You'll want to check out the Date Literals that were added a few releases ago. They start at midnight of each range, and have things like LAST_N_DAYS, LAST_QUARTER, etc.

The only gotcha is it takes a little to get used to operators for ranges; = means "in", < means "before the beginning of", and > means "after the end of".

  • That'll definitely work, for last and current month, but what about an arbitrary month? – Ralph Callaway Nov 28 '12 at 2:44
  • Yeah not so much for arbitrary months, but your posted solutions for date queries cover those as well. Date literals are nice but don't solve all problems. – jkraybill Dec 3 '12 at 3:07
1

It is worth noting that Apex performs auto-conversion between Date and DateTime.
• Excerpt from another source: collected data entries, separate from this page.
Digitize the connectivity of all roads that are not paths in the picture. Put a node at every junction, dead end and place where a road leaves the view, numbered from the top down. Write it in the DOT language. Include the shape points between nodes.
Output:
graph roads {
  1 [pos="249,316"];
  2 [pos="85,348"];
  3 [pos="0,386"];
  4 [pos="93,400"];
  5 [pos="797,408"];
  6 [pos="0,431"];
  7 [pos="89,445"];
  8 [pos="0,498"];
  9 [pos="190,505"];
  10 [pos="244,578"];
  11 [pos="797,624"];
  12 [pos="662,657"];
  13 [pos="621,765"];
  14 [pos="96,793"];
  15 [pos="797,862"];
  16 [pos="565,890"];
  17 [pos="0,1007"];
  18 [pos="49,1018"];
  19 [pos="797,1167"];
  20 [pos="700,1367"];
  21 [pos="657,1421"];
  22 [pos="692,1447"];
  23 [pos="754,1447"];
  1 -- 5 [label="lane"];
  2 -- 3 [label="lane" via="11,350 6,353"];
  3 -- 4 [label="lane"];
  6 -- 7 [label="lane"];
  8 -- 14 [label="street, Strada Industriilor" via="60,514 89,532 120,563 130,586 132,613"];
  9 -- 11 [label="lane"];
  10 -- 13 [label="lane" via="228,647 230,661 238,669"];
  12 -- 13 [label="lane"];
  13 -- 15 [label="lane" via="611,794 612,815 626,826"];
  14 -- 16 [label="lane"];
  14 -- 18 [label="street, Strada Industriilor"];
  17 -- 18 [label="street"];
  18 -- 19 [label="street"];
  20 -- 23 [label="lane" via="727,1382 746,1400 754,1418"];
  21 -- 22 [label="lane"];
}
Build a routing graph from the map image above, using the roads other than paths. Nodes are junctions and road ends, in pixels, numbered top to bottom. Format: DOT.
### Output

Date first = Date.newInstance(2018, 03, 19);
DateTime firstDT = first; // this is 2018/03/19 00:00:00.0
DateTime secondDT = DateTime.newInstance(2018, 03, 19, 13, 37, 06);
Date second = secondDT; // this is 2018/03/19

This happens for assignments, like above, and when passing parameters (because we are effectively assigning a value to a parameter variable anyway). Explicit casts can also be used though are unnecessary.

BTW, I would suggest that the first example in Ralph Callaway's response isn't quite right. I think this should be changed as follows:

Date startOfMonth = Date.newInstance(2012,9,1);
Date startOfNextMonth = Date.newInstance(2012,10,1);
List<Case> cases = [
    select id from Case 
    where closedDate >= :startOfMonth 
    and closedDate < :startOfNextMonth];

The change is from "closedDate <= :endOfMonth" to "closedDate < :startOfNextMonth". We don't want an entry falling at exactly midnight at the start of the next month being matched, hence the "<" instead of "<=".